Rui Rio venceu as eleições no PSD sem maioria absoluta, o que significa que vai ter de enfrentar Luís Montenegro numa 2ª volta. São boas notícias para a vitalidade democrática de um dos maiores partidos portugueses, mas péssimas notícias para Francisco Sá Carneiro. Sempre que há rebuliço no PSD, é certinho que se vão fartar de evocar o ex-primeiro-ministro. O que torna qualquer ajuntamento de sociais-democratas num evento desagradável para Sá Carneiro, tendo em conta a forma como faleceu e o facto de, sempre que se fala de alguém ausente, essa pessoa ficar com as orelhas a arder.

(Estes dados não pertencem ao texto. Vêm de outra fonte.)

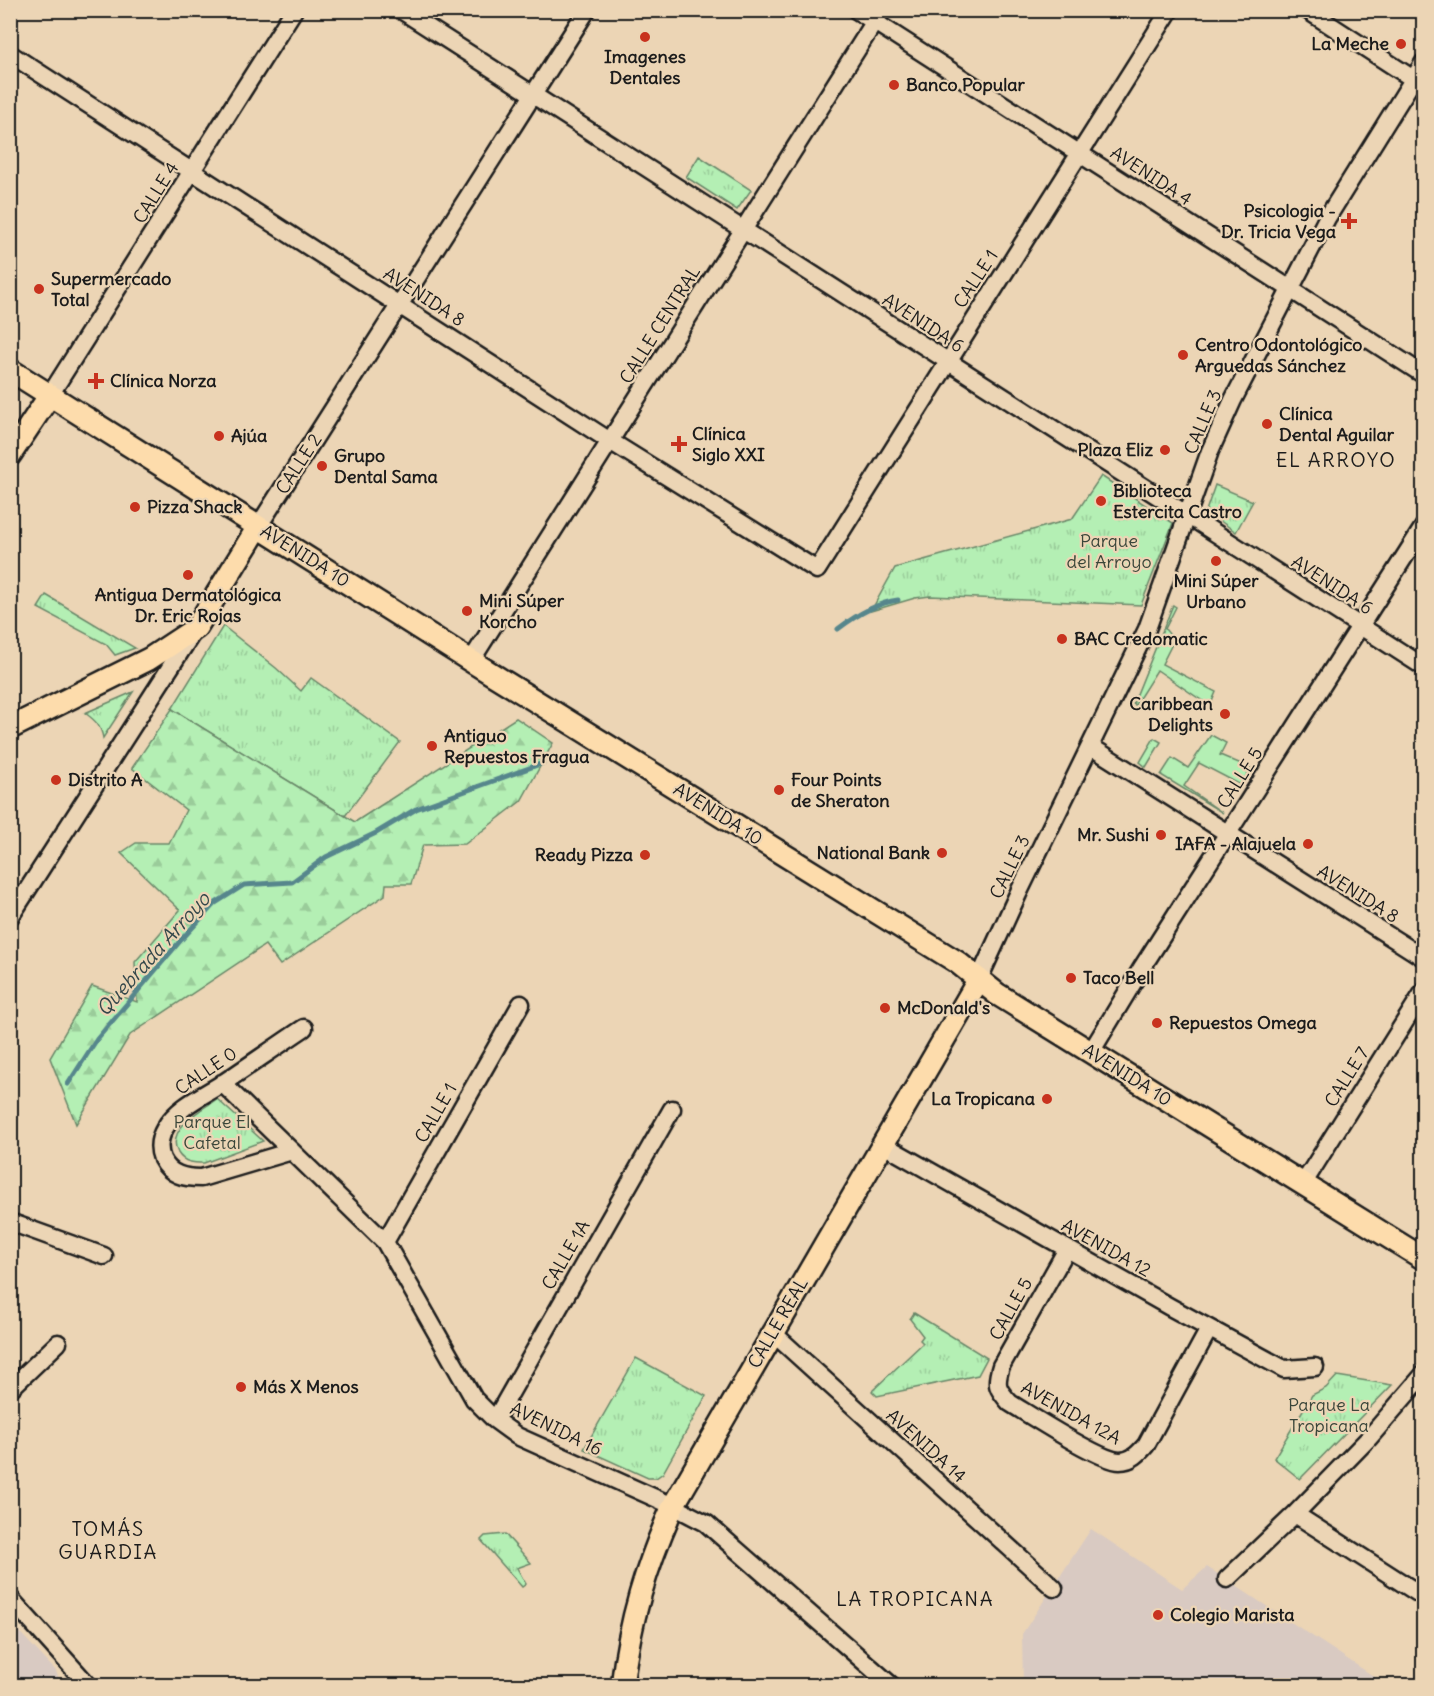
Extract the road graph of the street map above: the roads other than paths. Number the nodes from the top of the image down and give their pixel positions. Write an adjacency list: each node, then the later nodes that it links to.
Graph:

Se me perguntarem qual dos dois, Rio ou Montenegro, é mais parecido com Sá Carneiro, terei de dizer que é Rui Rio. A forma como mobiliza o partido é muito parecida com a de um defunto. Outra parecença que Rio tem com Sá Carneiro é que ainda não se chegou à conclusão se a morte política de Rio foi acidente ou atentado. Embora me incline mais para a segunda hipótese: com aquela permanente postura de ajudantes de António Costa, às vezes parece que é de propósito.

Apesar de tudo, não há dúvidas que Rio está mais bem colocado do que Montenegro. Prova-o, por exemplo, o facto de ter ganho Aveiro, a distrital do adversário, por 2116 votos a 1523 (informação recolhida no site “PSD ao segundo”, um nome que tanto pode significar que os dados eram publicados mal saíam, ou que o objectivo do PSD é mesmo agarrar-se ao segundo lugar. Ambas explicações fazem sentido). Rio foi ao território de Montenegro mostrar o que os diferencia, nomeadamente, ao nível das preocupações sociais com a 3ª idade. Na semana anterior, nas eleições para a concelhia de Aveiro, o candidato que apoia Rui Rio usou a sua carrinha para transportar militantes idosos à assembleia de voto, desde o Lar onde vivem. Lar esse que é dirigido pelo próprio candidato. Que, portanto, cedeu a carrinha e também os velhinhos. Bem podem os apoiantes de Montenegro protestar, mas a verdade é que não levaram militantes seniores a passear a lado nenhum. Provavelmente, contaram com a falta de memória dos idosos, para não se lembrarem disso na hora de votar. Desta vez, tramaram-se. O candidato que é também director do Lar deve ter duplicado a medicação, para prevenir esquecimentos. Segundo as notícias, ainda foram votar algumas dezenas de idosos. Não sei que tipo de afinidade política é que o distrito Aveiro fomenta, que leva os militantes sociais-democratas a quererem viver todos juntos. Quando Rui Rio foi eleito a primeira vez, soube-se do caso de oito militantes que viviam na mesma casa, agora é a ala geriátrica laranja que escolhe toda o mesmo Lar.

Pelos vistos, a militância do PSD é um bocado envelhecida, o que significa que os resultados podiam ser diferentes se as eleições fossem depois da época da gripe. Essa dependência do PSD nos velhinhos pode também explicar porque é que o PS borrifa no SNS.

Entretanto, depois dos deputados do PSD Madeira se terem abstido na votação do Orçamento de Estado, os militantes do PSD Madeira votaram em grande número nas Directas, dando a vitória a Miguel Pinto Luz, o terceiro candidato. No fundo, qualquer ocasião em que haja uma urna é boa para os madeirenses enxovalharem Rui Rio. Felizmente para Rio, Alberto João Jardim, seu mandatário regional, impugnou as eleições. (Parece que, dos 2500 militantes que votaram, só 104 é que têm as quotas em dia. Não se percebe esta relutância dos sociais-democratas madeirenses em saldar as quota. De certeza que não é pelo dinheiro. Se fosse, não deixavam passar um OE que diz que vão ter de pagar mais impostos). Alberto João Jardim diz que “o PSD daqui está a dar um ar perante o país de continuar no tempo das chapeladas”. Uma vez que, antes deste, o único tempo que houve na Madeira foi aquele em que Alberto João Jardim ganhou 273 eleições seguidas, esta preocupação com chapeladas cheira a enfiar a carapuça. Mas faz bem, Rui Rio, em ter militantes históricos entre os seus apoiantes. Se Alberto João Jardim está lá a defender o rigor das eleições, podia convidar Duarte Lima para representar os pensionistas.

O que será melhor para o PSD e para o país? Rui Rio e o seu “Portugal ao Centro”? Ou Montenegro e “A força que vem de dentro”? Julgo que ficaríamos a ganhar com uma síntese. O PSD pode ser a força que está no centro e dentro de Portugal. Essas forças interiores, especialmente ali ao meio, acabam sempre por sair. Com maior ou menos estrondo, fazem-se notar e não deixam ninguém indiferente. É uma sugestão que deixo.